What is expected
Check each line below for the word "պողոտա", and copy those that have it.

-- Data records follows --

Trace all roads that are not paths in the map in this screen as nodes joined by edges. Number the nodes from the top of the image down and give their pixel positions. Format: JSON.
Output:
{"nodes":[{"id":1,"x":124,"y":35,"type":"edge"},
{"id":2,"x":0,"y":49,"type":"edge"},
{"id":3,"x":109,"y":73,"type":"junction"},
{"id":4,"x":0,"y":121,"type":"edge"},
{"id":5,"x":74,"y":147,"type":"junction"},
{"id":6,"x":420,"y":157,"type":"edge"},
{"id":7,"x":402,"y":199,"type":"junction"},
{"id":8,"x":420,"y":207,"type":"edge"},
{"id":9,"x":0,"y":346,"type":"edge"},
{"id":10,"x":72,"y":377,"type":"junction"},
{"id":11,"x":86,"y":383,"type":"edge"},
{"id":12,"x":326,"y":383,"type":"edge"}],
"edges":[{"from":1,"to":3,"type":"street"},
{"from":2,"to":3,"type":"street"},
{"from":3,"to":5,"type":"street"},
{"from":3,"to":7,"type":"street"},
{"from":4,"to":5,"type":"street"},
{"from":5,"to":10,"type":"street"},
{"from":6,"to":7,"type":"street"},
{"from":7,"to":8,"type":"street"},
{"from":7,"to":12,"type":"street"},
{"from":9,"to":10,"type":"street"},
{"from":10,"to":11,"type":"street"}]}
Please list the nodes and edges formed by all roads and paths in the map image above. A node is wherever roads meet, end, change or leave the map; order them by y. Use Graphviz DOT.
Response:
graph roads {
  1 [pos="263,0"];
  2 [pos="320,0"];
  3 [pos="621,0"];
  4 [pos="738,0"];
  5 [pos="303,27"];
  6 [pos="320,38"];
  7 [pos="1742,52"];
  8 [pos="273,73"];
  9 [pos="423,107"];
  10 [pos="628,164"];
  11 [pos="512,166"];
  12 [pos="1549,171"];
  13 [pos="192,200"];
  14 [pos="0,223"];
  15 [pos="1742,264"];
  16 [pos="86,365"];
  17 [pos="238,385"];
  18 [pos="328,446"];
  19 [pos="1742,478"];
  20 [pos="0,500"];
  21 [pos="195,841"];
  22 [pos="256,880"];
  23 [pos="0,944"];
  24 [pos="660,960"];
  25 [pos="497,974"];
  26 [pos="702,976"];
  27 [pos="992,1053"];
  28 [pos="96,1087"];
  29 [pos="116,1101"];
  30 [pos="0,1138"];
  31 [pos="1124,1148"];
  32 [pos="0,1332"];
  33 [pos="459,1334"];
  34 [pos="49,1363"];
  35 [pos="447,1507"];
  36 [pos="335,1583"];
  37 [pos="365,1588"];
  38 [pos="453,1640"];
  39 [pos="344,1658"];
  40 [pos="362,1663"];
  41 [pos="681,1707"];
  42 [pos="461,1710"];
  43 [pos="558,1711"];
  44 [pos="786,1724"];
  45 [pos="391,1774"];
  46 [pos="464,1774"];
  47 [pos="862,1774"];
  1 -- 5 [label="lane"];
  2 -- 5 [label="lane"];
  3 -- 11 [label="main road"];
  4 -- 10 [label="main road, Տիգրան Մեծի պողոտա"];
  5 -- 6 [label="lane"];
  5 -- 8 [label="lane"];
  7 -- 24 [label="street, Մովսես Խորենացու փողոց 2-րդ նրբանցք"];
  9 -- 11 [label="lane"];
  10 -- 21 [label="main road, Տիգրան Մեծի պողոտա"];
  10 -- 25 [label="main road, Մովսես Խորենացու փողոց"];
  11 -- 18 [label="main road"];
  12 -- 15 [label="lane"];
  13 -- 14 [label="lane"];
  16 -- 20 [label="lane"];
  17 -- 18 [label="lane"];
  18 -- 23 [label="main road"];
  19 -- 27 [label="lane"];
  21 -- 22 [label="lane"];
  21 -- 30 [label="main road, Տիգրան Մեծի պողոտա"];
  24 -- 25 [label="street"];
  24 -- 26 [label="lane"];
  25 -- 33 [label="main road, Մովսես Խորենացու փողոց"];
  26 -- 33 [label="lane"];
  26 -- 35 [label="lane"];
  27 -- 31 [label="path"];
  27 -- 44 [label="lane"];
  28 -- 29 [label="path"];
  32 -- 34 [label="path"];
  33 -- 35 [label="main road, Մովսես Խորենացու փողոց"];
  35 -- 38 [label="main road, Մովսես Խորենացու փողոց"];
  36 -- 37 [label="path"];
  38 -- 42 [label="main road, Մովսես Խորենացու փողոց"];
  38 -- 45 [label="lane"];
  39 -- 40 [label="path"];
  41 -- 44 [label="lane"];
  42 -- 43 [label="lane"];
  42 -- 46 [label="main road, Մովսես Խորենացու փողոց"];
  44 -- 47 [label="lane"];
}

-- Data records concluded --

Output of the exercise
  4 -- 10 [label="main road, Տիգրան Մեծի պողոտա"];
  10 -- 21 [label="main road, Տիգրան Մեծի պողոտա"];
  21 -- 30 [label="main road, Տիգրան Մեծի պողոտա"];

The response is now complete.